Cuban history has been characterized by an oscillation of views about the United States, with Cubans both wanting what it had to offer and seeking foreign powers — the Spanish, the British the Soviets — to counterbalance the Americans. But the counterbalance either never materialized (in the case of the British) or, when it did, it was as suffocating as the Americans (in the case of the Soviets). In the end, Cuba probably would have preferred to be located somewhere not of strategic interest to the United States.

The U.S. obsession with Cuba does not manifest itself continuously; it appears only when a potentially hostile major power allies itself with Cuba and bases itself there. Cuba by itself can never pose a threat to the United States. Absent a foreign power, the United States is never indifferent to Cuba, but is much less sensitive. Therefore, after the end of the Cold War and the Soviet collapse, Cuba became a minor issue for the United States — and political considerations took precedence over geopolitical issues. Florida’s electoral votes were more important than Cuba, and the status quo was left untouched.

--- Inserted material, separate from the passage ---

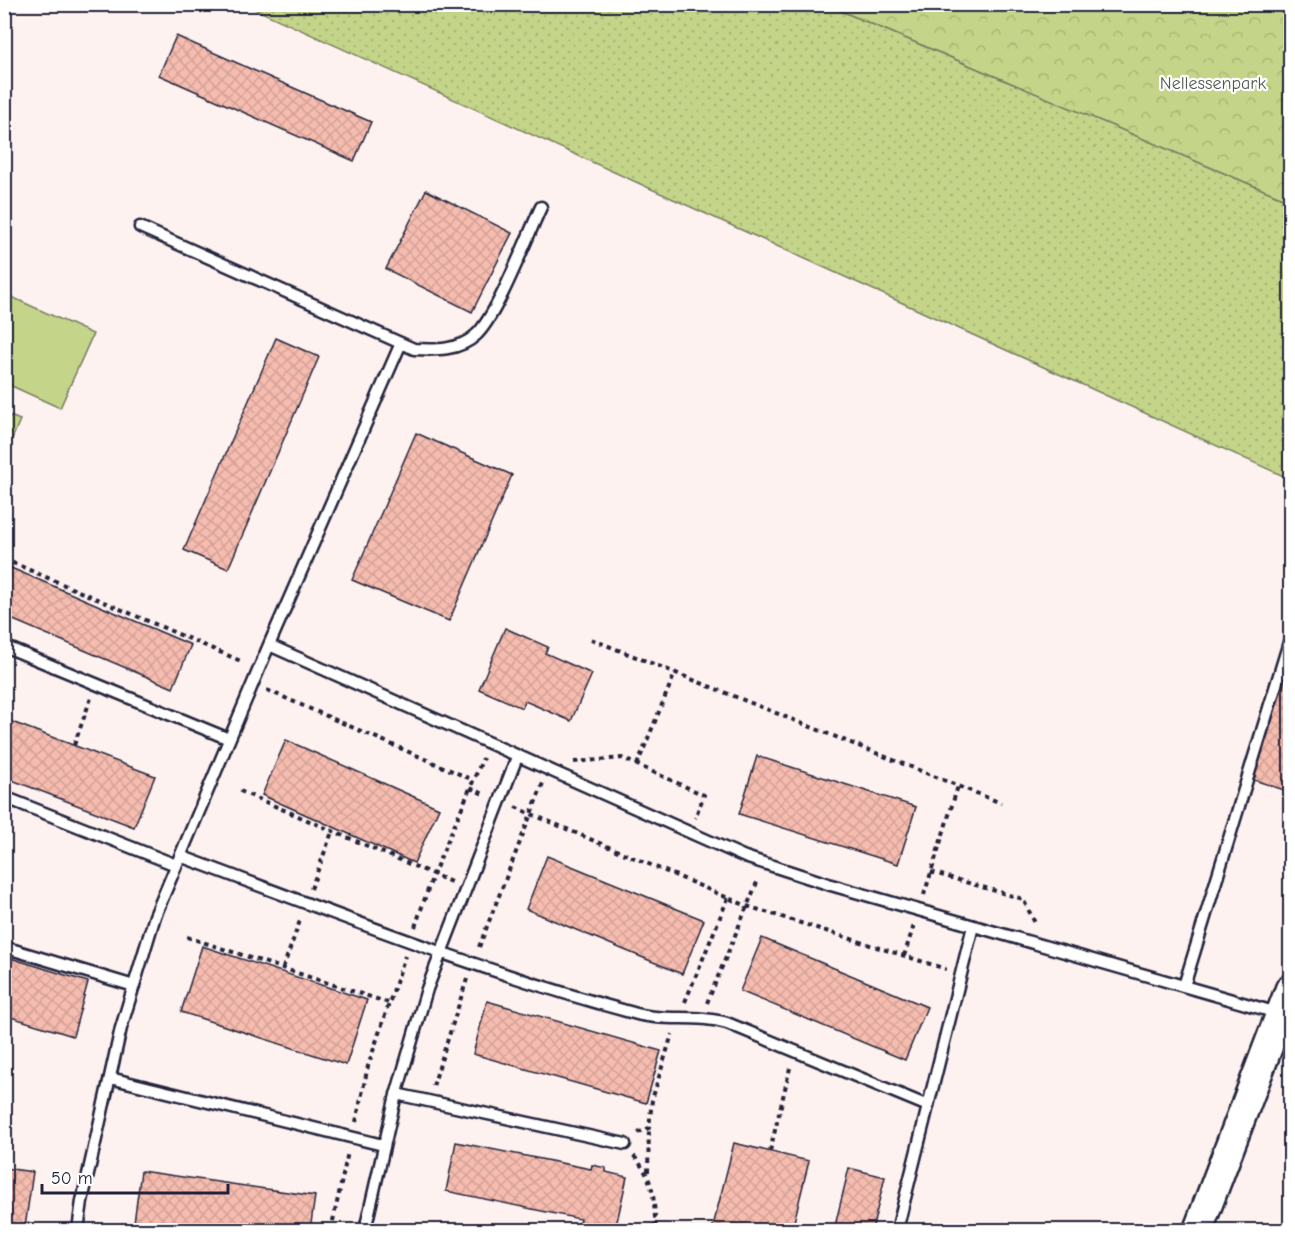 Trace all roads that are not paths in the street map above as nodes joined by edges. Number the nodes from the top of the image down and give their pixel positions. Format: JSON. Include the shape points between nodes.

Cuba has become a bit more important to the United States in the wake of the August 2008 Russo-Georgian war. In response to that conflict, the Americans sent warships into the Black Sea. The Russians responded by sending warships and strategic bombers into the Caribbean. High-profile Russian delegations have held talks with Cuba since then, increasing tensions. But these tensions are a tiny fraction of what they once were. Russia is in no way a strategic threat to American shipping in the Gulf of Mexico, nor is it going to be any time soon, due to Russia’s limited ability to wield substantive power in such a distant theater.

But Cuba is always an underlying concern to the United States. This concern can subside, but it cannot go away. Thus, from the American point of view, Russian probes are a reminder that Cuba remains a potential threat. Advocates of easing the embargo say it will help liberalize Cuba, just as trade relations liberalized Russia. The Cuban leadership shares this view and will therefore be very careful about how any liberalization is worked out. The Cubans must be thoroughly convinced of the benefits of increased engagement with the United States in order for Havana to sacrifice its ability to blame Washington for all of its economic problems. If Cuba opens too much to the United States, the Cuban regime might fall. In the end, it might be the Cubans who shy away from an end to the embargo. The Americans have little to lose either way.

But that is all politics. The important thing to understand about Cuba is the historic U.S. obsession with the island, and why the Cubans have never been able to find their balance with the United States. The answer lies in geopolitics. The politics in play now are simply the bubble on the surface of much deeper forces.